En un país violentado, con cerca de 220.000 personas asesinadas y más de 40.000 desaparecidas durante los últimos doce años, la situación de los periodistas no es muy diferente a la realidad de la población en general. Todos vivimos en riesgo de estar en el lugar equivocado, en el momento equivocado. Pero a los reporteros, la esencia misma de nuestro trabajo —narrar y mostrar— nos pone en un estado de mayor vulnerabilidad. Sobre todo en lugares donde no hay frontera entre crimen y gobierno. Simulación e impunidad completan el panorama.
Tampoco ayudan las empresas periodísticas: en la mayoría de los casos no protegen a sus trabajadores ni miden las consecuencias que tendrá la información que nos piden conseguir o publicar. Algunas incluso se han negado a pagar los féretros de sus trabajadores asesinados.

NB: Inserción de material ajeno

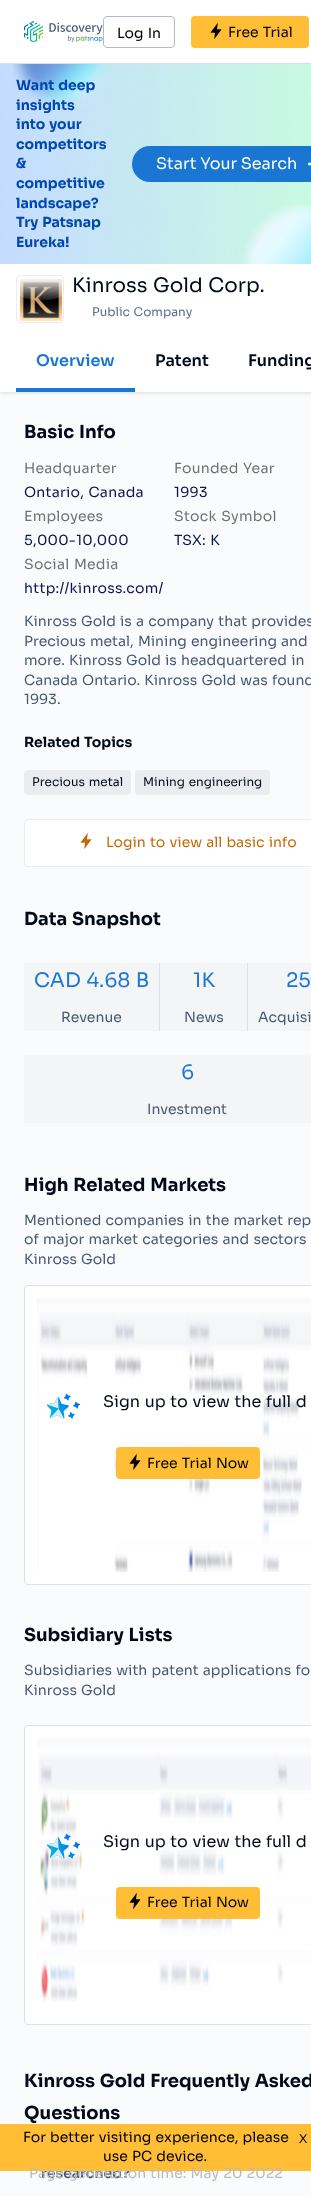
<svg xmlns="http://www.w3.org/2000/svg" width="311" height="2196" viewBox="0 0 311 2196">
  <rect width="100%" height="100%" fill="#fff"/>
  <path d="M0 63h311v1H0z" fill="#ddd"/>
  <image x="24" y="21" width="79" height="21" href="img/1.png"/>
  <rect x="103.5" y="16.5" width="71" height="31" rx="3.5" fill="none" stroke="#b3bac5"/>
  <rect x="191" y="16" width="118" height="32" rx="4" fill="#ffbe35"/>
  <image x="210" y="23" width="12" height="16" href="img/2.png"/>
  <image x="0" y="64" width="311" height="200" href="img/3.png"/>
  <rect x="132" y="146" width="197" height="36" rx="18" fill="#1976d2"/>
  <image x="307" y="162" width="4" height="4" href="img/4.png"/>
  <rect x="16.5" y="275.5" width="47" height="47" rx="3.5" fill="none" stroke="#ebecf0"/>
  <image x="20" y="279" width="42" height="42" href="img/5.png"/>
  <path d="M0 392h311v1804H0z" fill="#fafbfc"/>
  <path d="M0 336h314v58H0z" fill="#00000014" filter="blur(1px)"/>
  <path d="M0 335h311v57H0z" fill="#fff"/>
  <path d="M16 388h119v4H16z" fill="#1976d2"/>
  <rect x="24" y="770" width="107" height="25" rx="4" fill="#ebecf0"/>
  <rect x="135" y="770" width="135" height="25" rx="4" fill="#ebecf0"/>
  <rect x="24.5" y="819.5" width="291" height="47" rx="3.5" fill="#fff" stroke="#ebecf0"/>
  <image x="80" y="833" width="12" height="16" href="img/6.png"/>
  <path d="M24 963h135v68H24z" fill="#f4f5f7"/>
  <path d="M159 963h1v68H159z" fill="#dfe1e6"/>
  <path d="M160 963h87v68H160z" fill="#f4f5f7"/>
  <path d="M247 963h1v68H247z" fill="#dfe1e6"/>
  <path d="M248 963h63v68H248z" fill="#f4f5f7"/>
  <path d="M24 1055h287v68H24z" fill="#f4f5f7"/>
  <rect x="24.5" y="1285.5" width="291" height="299" rx="3.5" fill="#fff" stroke="#dfe1e6"/>
  <image x="37" y="1298" width="274" height="274" href="img/7.png"/>
  <image x="47" y="1394" width="33" height="25" href="img/8.png"/>
  <rect x="116" y="1447" width="144" height="32" rx="4" fill="#ffbe35"/>
  <image x="129" y="1454" width="12" height="16" href="img/2.png"/>
  <rect x="24.5" y="1725.5" width="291" height="299" rx="3.5" fill="#fff" stroke="#dfe1e6"/>
  <image x="37" y="1738" width="274" height="264" href="img/9.png"/>
  <image x="47" y="1834" width="33" height="25" href="img/10.png"/>
  <rect x="116" y="1887" width="144" height="32" rx="4" fill="#ffbe35"/>
  <image x="129" y="1893" width="12" height="16" href="img/2.png"/>
  <g font-family="Sora" font-size="14" fill="#000">
    <text x="117" y="38" word-spacing="1">Log In</text>
    <text x="228" y="37" word-spacing="1">Free Trial</text>
  </g>
  <g font-family="Sora" font-size="14" font-weight="bold" fill="#0247b0">
    <text x="16" y="90" word-spacing="1">Want deep</text>
    <text x="16" y="110">insights</text>
    <text x="16" y="129" word-spacing="1">into your</text>
    <text x="16" y="149">competitors</text>
    <text x="16" y="168">&amp;</text>
    <text x="16" y="188">competitive</text>
    <text x="16" y="208">landscape?</text>
    <text x="16" y="227" word-spacing="1">Try Patsnap</text>
    <text x="16" y="247">Eureka!</text>
  </g>
  <text x="156" y="169" font-family="Sora" font-size="16" fill="#fff">Start Your Search</text>
  <text x="72" y="292" word-spacing="1" font-family="Sora" font-size="20" fill="#020a1a">Kinross Gold Corp.</text>
  <text x="92" y="316" word-spacing="1" font-family="Sora" font-size="12" fill="#5e6c84">Public Company</text>
  <text x="36" y="366" font-family="Sora" font-size="16" font-weight="600" fill="#1976d2">Overview</text>
  <g font-family="Sora" font-size="16" font-weight="600" fill="#020a1a">
    <text x="155" y="366">Patent</text>
    <text x="248" y="366">Funding</text>
  </g>
  <text x="24" y="438" word-spacing="1" font-family="Sora" font-size="18" font-weight="bold" fill="#020a1a">Basic Info</text>
  <text x="24" y="473" font-family="Sora" font-size="14" letter-spacing="0.25" fill="#6d7278">Headquarter</text>
  <text x="24" y="497" word-spacing="1" font-family="Sora" font-size="14" letter-spacing="0.25" fill="#0d164f">Ontario, Canada</text>
  <text x="174" y="473" word-spacing="1" font-family="Sora" font-size="14" letter-spacing="0.25" fill="#6d7278">Founded Year</text>
  <text x="174" y="497" font-family="Sora" font-size="14" letter-spacing="0.25" fill="#0d164f">1993</text>
  <text x="24" y="521" font-family="Sora" font-size="14" letter-spacing="0.25" fill="#6d7278">Employees</text>
  <text x="24" y="545" font-family="Sora" font-size="14" letter-spacing="0.25" fill="#0d164f">5,000-10,000</text>
  <text x="174" y="521" word-spacing="1" font-family="Sora" font-size="14" letter-spacing="0.25" fill="#6d7278">Stock Symbol</text>
  <text x="174" y="545" word-spacing="1" font-family="Sora" font-size="14" letter-spacing="0.25" fill="#0d164f">TSX: K</text>
  <text x="24" y="569" word-spacing="1" font-family="Sora" font-size="14" letter-spacing="0.25" fill="#6d7278">Social Media</text>
  <text x="24" y="593" font-family="Sora" font-size="14" letter-spacing="0.25" fill="#0d164f">http://kinross.com/</text>
  <g font-family="Sora" font-size="14" fill="#495973">
    <text x="24" y="626" word-spacing="1">Kinross Gold is a company that provides</text>
    <text x="24" y="646" word-spacing="1">Precious metal, Mining engineering and</text>
    <text x="24" y="665" word-spacing="1">more. Kinross Gold is headquartered in</text>
    <text x="24" y="685" word-spacing="1">Canada Ontario. Kinross Gold was found</text>
    <text x="24" y="704">1993.</text>
  </g>
  <text x="24" y="747" word-spacing="1" font-family="Sora" font-size="14" font-weight="bold" fill="#020a1a">Related Topics</text>
  <g font-family="Sora" font-size="12" fill="#020a1a">
    <text x="32" y="786" word-spacing="1">Precious metal</text>
    <text x="143" y="786" word-spacing="1">Mining engineering</text>
  </g>
  <text x="106" y="847" word-spacing="1" font-family="Sora" font-size="14" fill="#c26a05">Login to view all basic info</text>
  <text x="24" y="925" word-spacing="1" font-family="Sora" font-size="18" font-weight="bold" fill="#020a1a">Data Snapshot</text>
  <text x="34" y="987" word-spacing="1" font-family="Sora" font-size="20" fill="#1976d2">CAD 4.68 B</text>
  <text x="61" y="1022" font-family="Sora" font-size="14" fill="#495973">Revenue</text>
  <text x="193" y="987" font-family="Sora" font-size="20" fill="#1976d2">1K</text>
  <text x="184" y="1022" font-family="Sora" font-size="14" fill="#495973">News</text>
  <text x="286" y="987" font-family="Sora" font-size="20" fill="#1976d2">25</text>
  <text x="258" y="1022" font-family="Sora" font-size="14" fill="#495973">Acquisi</text>
  <text x="181" y="1079" font-family="Sora" font-size="20" fill="#1976d2">6</text>
  <text x="147" y="1114" font-family="Sora" font-size="14" fill="#495973">Investment</text>
  <text x="24" y="1191" word-spacing="1" font-family="Sora" font-size="18" font-weight="bold" fill="#020a1a">High Related Markets</text>
  <g font-family="Sora" font-size="14" fill="#495973">
    <text x="24" y="1225" word-spacing="1">Mentioned companies in the market rep</text>
    <text x="24" y="1244" word-spacing="1">of major market categories and sectors</text>
    <text x="24" y="1264" word-spacing="1">Kinross Gold</text>
  </g>
  <text x="103" y="1407" word-spacing="1" font-family="Sora" font-size="16" fill="#020a1a">Sign up to view the full d</text>
  <text x="147" y="1468" word-spacing="1" font-family="Sora" font-size="14" fill="#000">Free Trial Now</text>
  <text x="24" y="1641" word-spacing="1" font-family="Sora" font-size="18" font-weight="bold" fill="#020a1a">Subsidiary Lists</text>
  <g font-family="Sora" font-size="14" fill="#495973">
    <text x="24" y="1675" word-spacing="1">Subsidiaries with patent applications fo</text>
    <text x="24" y="1695" word-spacing="1">Kinross Gold</text>
  </g>
  <text x="103" y="1847" word-spacing="1" font-family="Sora" font-size="16" fill="#020a1a">Sign up to view the full d</text>
  <text x="147" y="1907" word-spacing="1" font-family="Sora" font-size="14" fill="#000">Free Trial Now</text>
  <g font-family="Sora" font-size="18" font-weight="bold" fill="#020a1a">
    <text x="24" y="2087" word-spacing="1">Kinross Gold Frequently Asked</text>
    <text x="24" y="2119">Questions</text>
  </g>
  <text x="41" y="2178" font-family="Sora" font-size="14" font-weight="600" fill="#495973">researched?</text>
  <path d="M0 2124h311v47H0z" fill="#ffbe35"/>
  <text x="29" y="2178" word-spacing="1" font-family="Sora" font-size="14" fill="#bebbb2">Page generation time: May 20 2022</text>
  <text x="23" y="2142" word-spacing="1" font-family="Sora" font-size="14" fill="#000">For better visiting experience, please</text>
  <text x="299" y="2143" font-family="Sora" font-size="12" fill="#000">X</text>
  <text x="103" y="2161" word-spacing="1" font-family="Sora" font-size="14" fill="#000">use PC device.</text>
</svg>
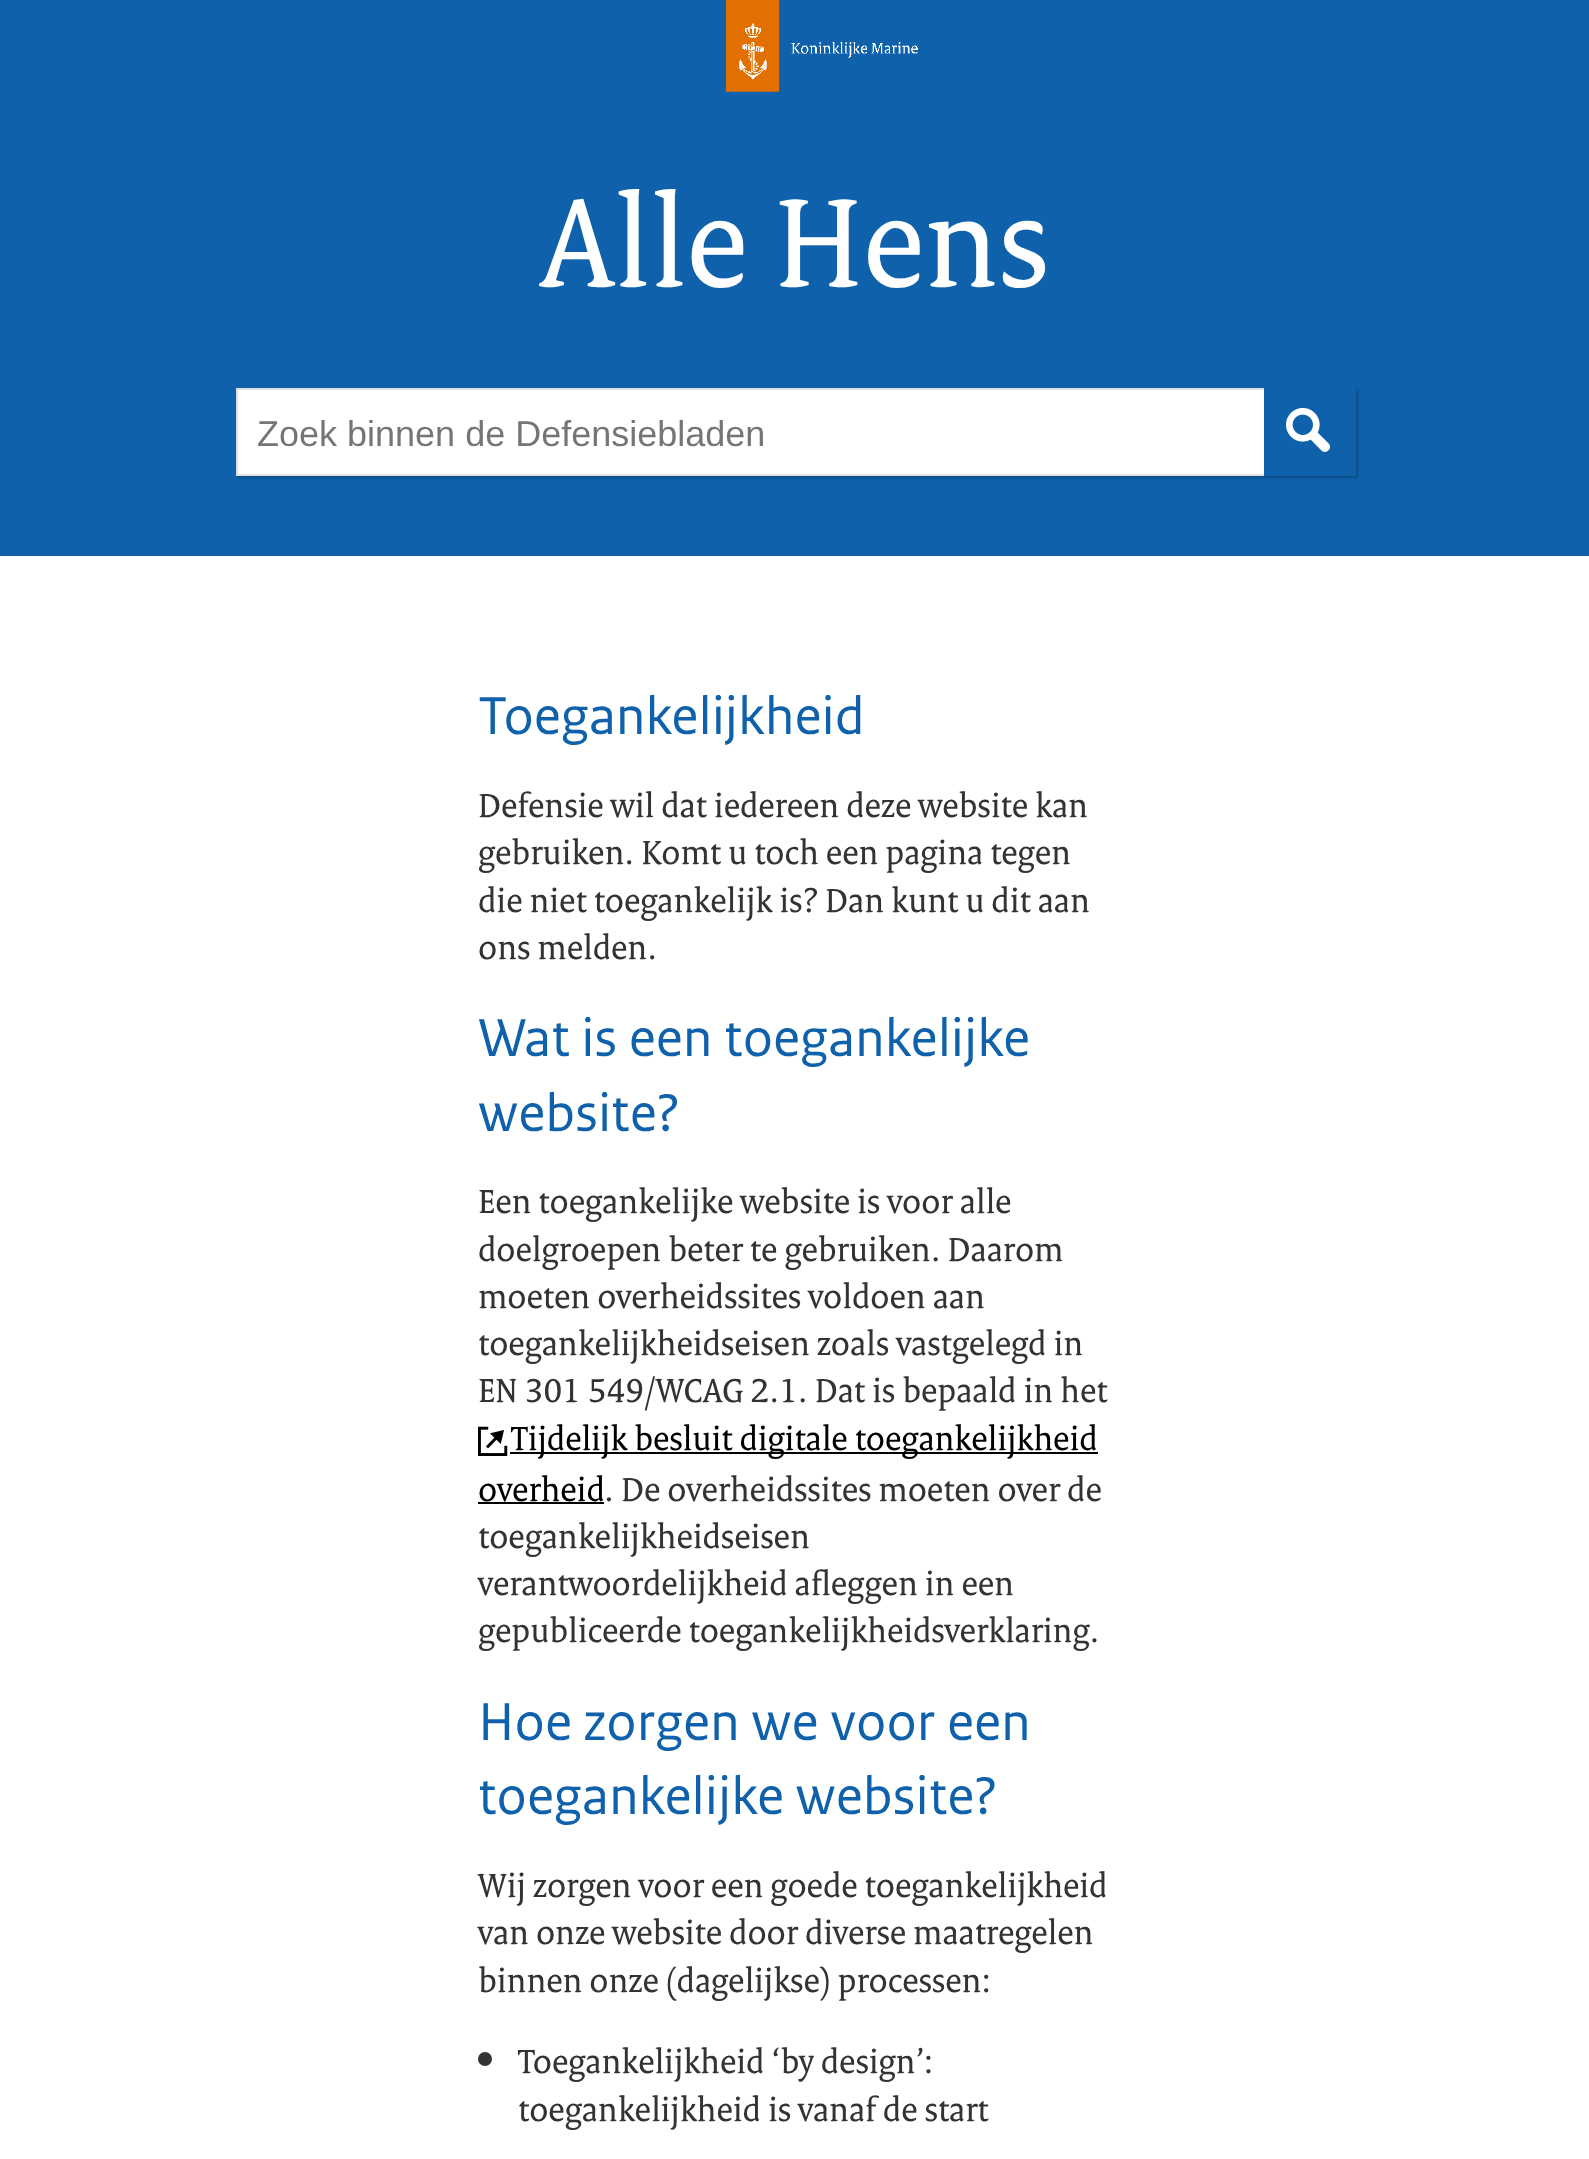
<svg xmlns="http://www.w3.org/2000/svg" xmlns:xlink="http://www.w3.org/1999/xlink" width="1589" height="2159" viewBox="0 0 1589 2159">
<style>
.cls-1{font:135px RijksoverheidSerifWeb;fill:#ffffff}
.cls-2{font:36px Liberation Sans;fill:#757575}
.cls-3{font:56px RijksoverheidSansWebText;fill:#0e61aa}
.cls-4{font:36px RijksoverheidSerifWeb;fill:#333333}
.cls-5{font:36px RijksoverheidSerifWeb;fill:#000000}
</style>
<rect width="100%" height="100%" fill="#ffffff"/>
<rect fill="#0e61aa" x="0" y="0" width="1589" height="556"/>
<image xlink:href="image0.png" x="726" y="0" width="192" height="92"/>
<rect fill="#000000" fill-opacity="0.2" filter="blur(1px)" x="238" y="390" width="1120" height="88"/>
<rect fill="#ffffff" x="238" y="390" width="1026" height="84"/>
<rect fill="none" stroke="#e1e1e1" stroke-width="2" x="237" y="389" width="1118" height="86"/>
<rect fill="#0e61aa" x="1264" y="388" width="92" height="88"/>
<image xlink:href="image1.png" x="1286" y="408" width="44" height="44"/>
<image xlink:href="image2.png" x="478" y="1426" width="30" height="30"/>
<rect fill="#000000" x="510" y="1452" width="588" height="2"/>
<rect fill="#000000" x="478" y="1502" width="126" height="2"/>
<circle fill="#333333" cx="485" cy="2059" r="7"/>
<text class="cls-1" x="541" y="286">Alle Hens</text>
<text class="cls-2" x="257" y="446">Zoek binnen de Defensiebladen</text>
<text class="cls-3" x="478" y="734">Toegankelijkheid</text>
<text class="cls-4"><tspan x="478" y="817">Defensie wil dat iedereen deze website kan</tspan><tspan x="478" y="864">gebruiken. Komt u toch een pagina tegen</tspan><tspan x="478" y="912">die niet toegankelijk is? Dan kunt u dit aan</tspan><tspan x="478" y="959">ons melden.</tspan></text>
<text class="cls-3"><tspan x="478" y="1056">Wat is een toegankelijke</tspan><tspan x="478" y="1131">website?</tspan></text>
<text class="cls-4"><tspan x="478" y="1213">Een toegankelijke website is voor alle</tspan><tspan x="478" y="1261">doelgroepen beter te gebruiken. Daarom</tspan><tspan x="478" y="1308">moeten overheidssites voldoen aan</tspan><tspan x="478" y="1355">toegankelijkheidseisen zoals vastgelegd in</tspan><tspan x="478" y="1402">EN 301 549/WCAG 2.1. Dat is bepaald in het</tspan></text>
<text class="cls-5" x="511" y="1450">Tijdelijk besluit digitale toegankelijkheid</text>
<text class="cls-5" x="478" y="1501">overheid</text>
<text class="cls-4" x="604" y="1501">. De overheidssites moeten over de</text>
<text class="cls-4"><tspan x="478" y="1548">toegankelijkheidseisen</tspan><tspan x="478" y="1595">verantwoordelijkheid afleggen in een</tspan><tspan x="478" y="1642">gepubliceerde toegankelijkheidsverklaring.</tspan></text>
<text class="cls-3"><tspan x="478" y="1740">Hoe zorgen we voor een</tspan><tspan x="478" y="1814">toegankelijke website?</tspan></text>
<text class="cls-4"><tspan x="478" y="1897">Wij zorgen voor een goede toegankelijkheid</tspan><tspan x="478" y="1944">van onze website door diverse maatregelen</tspan><tspan x="478" y="1992">binnen onze (dagelijkse) processen:</tspan></text>
<text class="cls-4"><tspan x="518" y="2073">Toegankelijkheid ‘by design’:</tspan><tspan x="518" y="2121">toegankelijkheid is vanaf de start</tspan></text>
</svg>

Después de sentir la muerte tan cerquita, vuelvo a preguntarme cómo podremos hacer para protegernos, para que ya no crezca el enorme cementerio de colegas. Creo que, sin dejar de exigir garantías a empresas y gobiernos, también podemos buscar la respuesta en nosotros mismos. Investigar y publicar sobre nuestros asesinados y desaparecidos; seguir nombrando a quienes faltan; poner palabras a las amenazas; acompañarnos y no callar. Seguir organizándonos para salir de la frustración, el miedo y la culpa: porque no buscamos la muerte, hacemos nuestro trabajo.